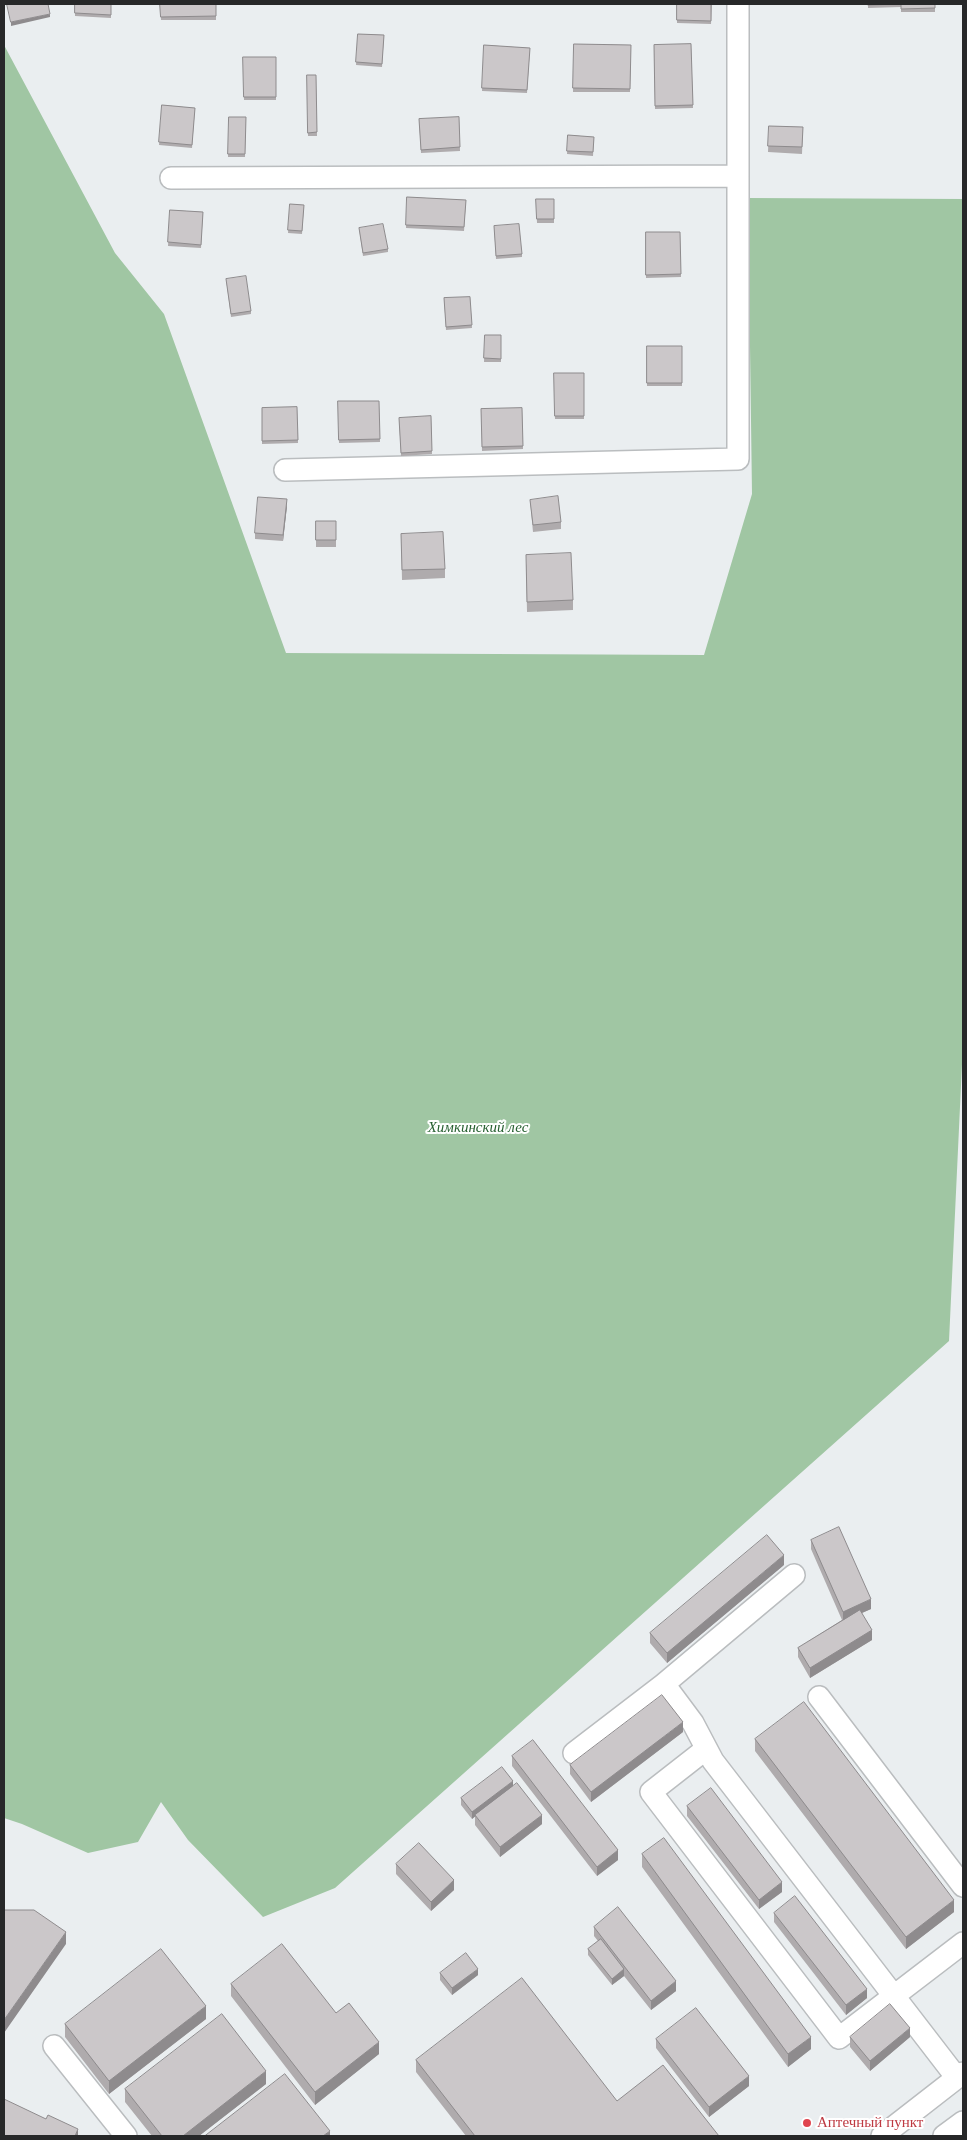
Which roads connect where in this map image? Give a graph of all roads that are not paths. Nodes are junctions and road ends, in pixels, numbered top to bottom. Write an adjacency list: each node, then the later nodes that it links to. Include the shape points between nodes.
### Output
1 (738, 4): 2 (street)
2 (738, 176): 3 (street); 4 (street, via 738,459)
3 (171, 178)
4 (286, 470)
5 (794, 1575): 6 (street)
6 (664, 1684): 8 (street, via 693,1723); 9 (street)
7 (819, 1697): 10 (street)
8 (706, 1749): 12 (street); 12 (street, via 650,1792 839,2038)
9 (574, 1753)
10 (963, 1886)
11 (963, 1943): 12 (street)
12 (894, 1996): 14 (street)
13 (54, 2046): 16 (street)
14 (960, 2076): 17 (street)
15 (963, 2122): 18 (street)
16 (126, 2136)
17 (882, 2136)
18 (944, 2136)

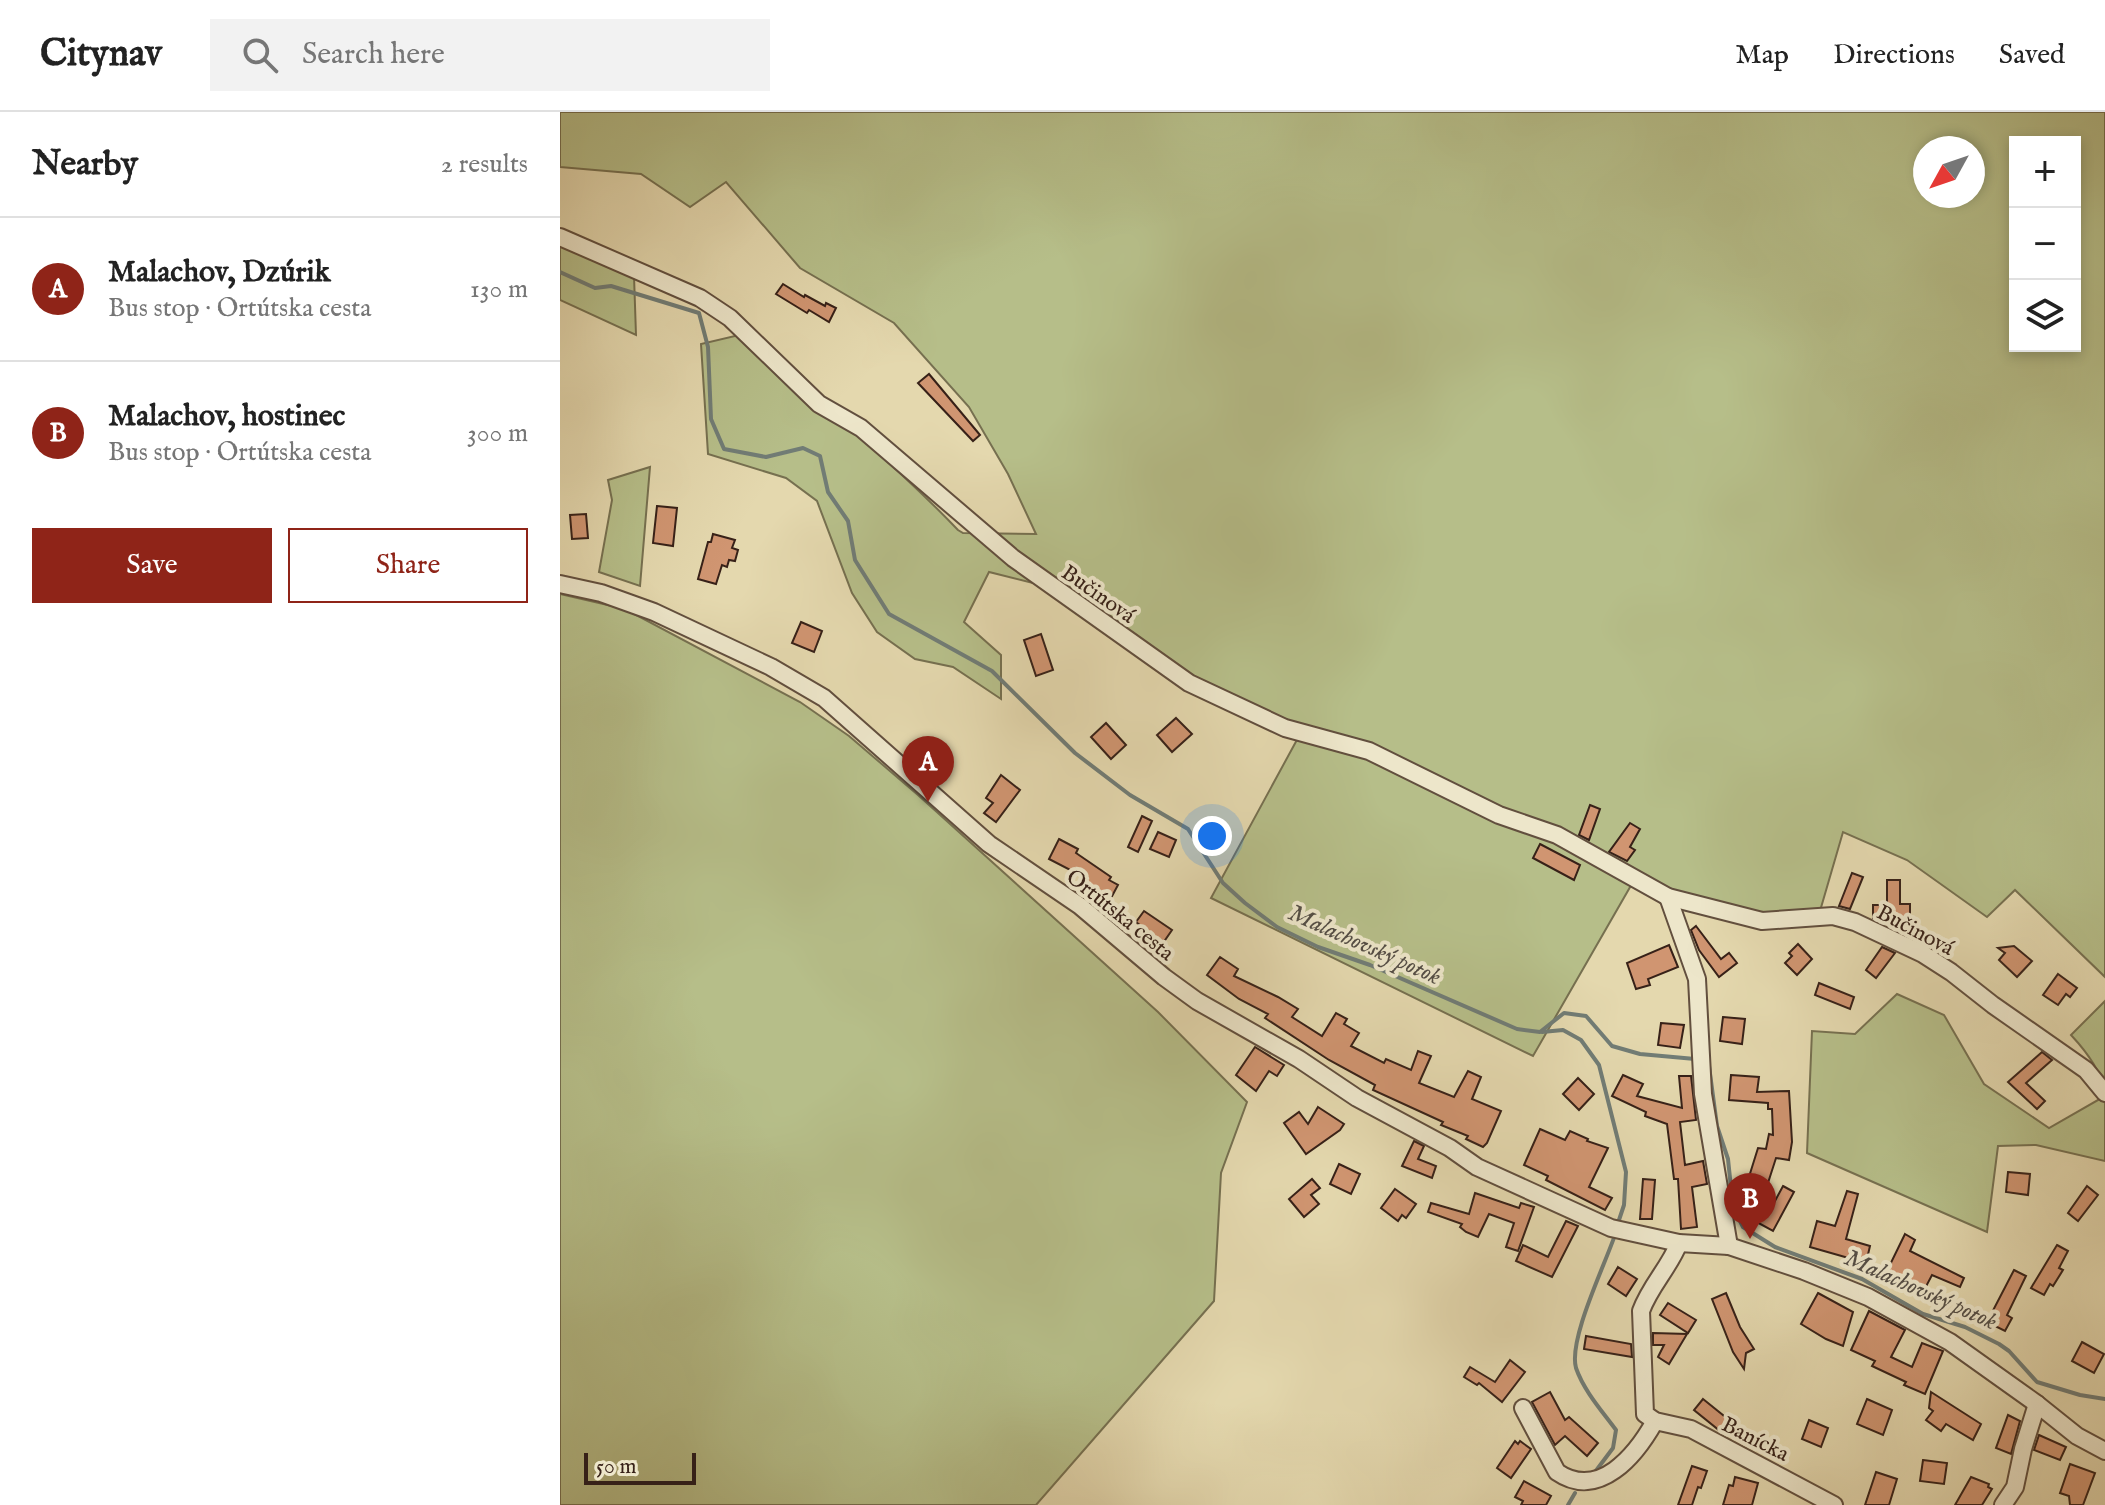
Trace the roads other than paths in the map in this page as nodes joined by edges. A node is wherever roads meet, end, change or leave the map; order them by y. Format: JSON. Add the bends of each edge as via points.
{"nodes":[{"id":1,"x":560,"y":237,"type":"edge"},
{"id":2,"x":560,"y":584,"type":"edge"},
{"id":3,"x":1668,"y":897,"type":"junction"},
{"id":4,"x":2105,"y":1093,"type":"edge"},
{"id":5,"x":1679,"y":1243,"type":"junction"},
{"id":6,"x":1729,"y":1246,"type":"junction"},
{"id":7,"x":2037,"y":1404,"type":"junction"},
{"id":8,"x":1523,"y":1408,"type":"dead end"},
{"id":9,"x":1655,"y":1421,"type":"junction"},
{"id":10,"x":2105,"y":1451,"type":"edge"},
{"id":11,"x":1834,"y":1505,"type":"edge"},
{"id":12,"x":2003,"y":1505,"type":"edge"}],
"edges":[{"from":1,"to":3,"type":"street","name":"Bučinová","via":[[700,298],[730,318],[819,404],[861,428],[1013,558],[1189,683],[1285,728],[1369,751],[1499,815],[1557,835]]},
{"from":2,"to":5,"type":"street","name":"Ortútska cesta","via":[[654,612],[811,690],[989,844],[1080,906],[1164,977],[1357,1098],[1477,1167],[1617,1230]]},
{"from":3,"to":4,"type":"street","name":"Bučinová","via":[[1762,921],[1833,916],[1855,922],[1951,972],[2086,1070]]},
{"from":3,"to":6,"type":"street","via":[[1697,979],[1706,1114]]},
{"from":5,"to":6,"type":"street","name":"Ortútska cesta"},
{"from":5,"to":9,"type":"street","via":[[1641,1311],[1644,1410]]},
{"from":6,"to":7,"type":"street","name":"Ortútska cesta","via":[[1868,1297],[1950,1342]]},
{"from":7,"to":10,"type":"street","name":"Ortútska cesta"},
{"from":7,"to":12,"type":"street","via":[[2015,1487]]},
{"from":8,"to":9,"type":"street","via":[[1557,1472],[1578,1481],[1599,1481],[1612,1472],[1646,1438]]},
{"from":9,"to":11,"type":"street","name":"Banícka","via":[[1691,1429]]}]}
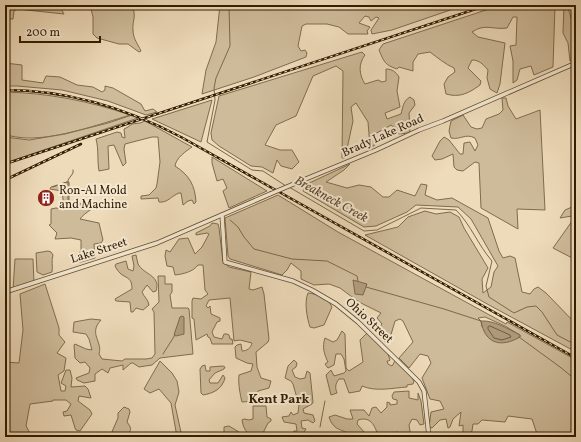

::::::

__EXERCISE DESCRIPTION__:
Everything in the material above is to be reproduced exactly, pictures aside.

__ANSWER SECTION__:
Which roads connect where in this map image? Give a graph of all roads that are not paths. Nodes are junctions and road ends, in pixels, numbered top to bottom. Write an adjacency list: each node, then the later nodes that it links to. Include the shape points between nodes.
### Output
1 (738, 4): 2 (street)
2 (738, 176): 3 (street); 4 (street, via 738,459)
3 (171, 178)
4 (286, 470)
5 (794, 1575): 6 (street)
6 (664, 1684): 8 (street, via 693,1723); 9 (street)
7 (819, 1697): 10 (street)
8 (706, 1749): 12 (street); 12 (street, via 650,1792 839,2038)
9 (574, 1753)
10 (963, 1886)
11 (963, 1943): 12 (street)
12 (894, 1996): 14 (street)
13 (54, 2046): 16 (street)
14 (960, 2076): 17 (street)
15 (963, 2122): 18 (street)
16 (126, 2136)
17 (882, 2136)
18 (944, 2136)

Trace the roads other than paths in the map in this page as nodes joined by edges. A node is wherever roads meet, end, change or leave the map; order them by y. Format: JSON. Add the bends of each edge as via points.
{"nodes":[{"id":1,"x":560,"y":237,"type":"edge"},
{"id":2,"x":560,"y":584,"type":"edge"},
{"id":3,"x":1668,"y":897,"type":"junction"},
{"id":4,"x":2105,"y":1093,"type":"edge"},
{"id":5,"x":1679,"y":1243,"type":"junction"},
{"id":6,"x":1729,"y":1246,"type":"junction"},
{"id":7,"x":2037,"y":1404,"type":"junction"},
{"id":8,"x":1523,"y":1408,"type":"dead end"},
{"id":9,"x":1655,"y":1421,"type":"junction"},
{"id":10,"x":2105,"y":1451,"type":"edge"},
{"id":11,"x":1834,"y":1505,"type":"edge"},
{"id":12,"x":2003,"y":1505,"type":"edge"}],
"edges":[{"from":1,"to":3,"type":"street","name":"Bučinová","via":[[700,298],[730,318],[819,404],[861,428],[1013,558],[1189,683],[1285,728],[1369,751],[1499,815],[1557,835]]},
{"from":2,"to":5,"type":"street","name":"Ortútska cesta","via":[[654,612],[811,690],[989,844],[1080,906],[1164,977],[1357,1098],[1477,1167],[1617,1230]]},
{"from":3,"to":4,"type":"street","name":"Bučinová","via":[[1762,921],[1833,916],[1855,922],[1951,972],[2086,1070]]},
{"from":3,"to":6,"type":"street","via":[[1697,979],[1706,1114]]},
{"from":5,"to":6,"type":"street","name":"Ortútska cesta"},
{"from":5,"to":9,"type":"street","via":[[1641,1311],[1644,1410]]},
{"from":6,"to":7,"type":"street","name":"Ortútska cesta","via":[[1868,1297],[1950,1342]]},
{"from":7,"to":10,"type":"street","name":"Ortútska cesta"},
{"from":7,"to":12,"type":"street","via":[[2015,1487]]},
{"from":8,"to":9,"type":"street","via":[[1557,1472],[1578,1481],[1599,1481],[1612,1472],[1646,1438]]},
{"from":9,"to":11,"type":"street","name":"Banícka","via":[[1691,1429]]}]}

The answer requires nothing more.